Publikationsrepositorium - Helmholtz-Zentrum Dresden-Rossendorf

Bispidines (3,7-diazabicyclo[3.3.1]nonane) and their derivatives act as bifunctional chelating agents (BFCAs). Combining the advantages of highly preorganised rigid macrocyclic ligands and the flexibility of open-chain ligands, bispidines are able to form highly stable complexes at mild reaction conditions with a broad range of di- and trivalent metal ions. Of particular interest, they allow the coupling to biological targeting vectors such as peptides, peptidomimetics, T cell receptor derivatives as well as any kind of natural and recombinant antibody derivatives to construct effective radiopharmaceuticals for diagnostic and therapeutic purposes.
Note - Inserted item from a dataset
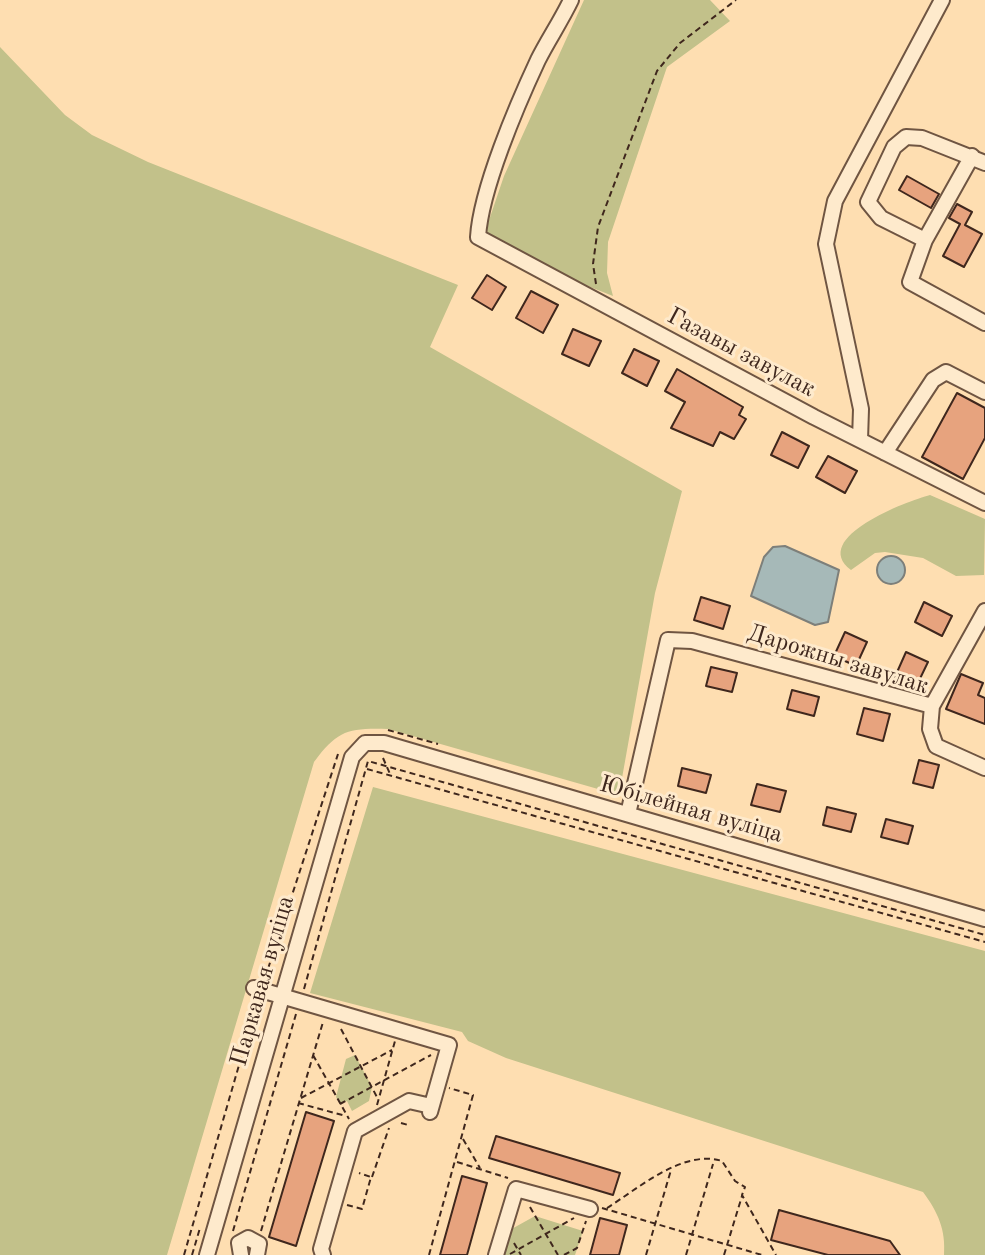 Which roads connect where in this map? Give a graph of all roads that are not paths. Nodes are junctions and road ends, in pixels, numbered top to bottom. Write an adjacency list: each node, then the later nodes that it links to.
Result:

Here, we present a nonadentate bispidine ligand (Figure 1), which forms stable and inert complexes with [177Lu]LuCl3, [225Ac]AcCl3 and [111In]InCl3 at mild conditions. This is unique so far, as few chelators are able to tightly bind both Lu(III) and Ac(III) under mild conditions
(physiological pH, T<40°C) with fast complexation kinetics. We investigated the thermodynamic and kinetic properties of the radio-complexes. For targeting, the chelator was functionalised with a peptidic somatostatin analogue (Tyr3-octreotate, TATE), which addresses the somatostatin subtype receptor 2 in neuroendocrine tumors. The bispidine-TATE conjugate was labelled with 177Lu(III) and 225Ac(III) and investigated in SSTR2-positive mouse pheochromocytoma (MPC) and human pancreatic carcinoid tumour (BON-SSTR2) cell lines. Moreover, quantitative small animal SPECT imaging showed specific uptake of the [177Lu]Lu-conjugate in vivo in naturally SSTR2-positve MPC tumour allografts. Some structural optimisation will be required to further reduce off-target accumulation. However, the bispidine chelator shows a promising potential for a broad application in nuclear medicine, both in imaging and radionuclide therapy.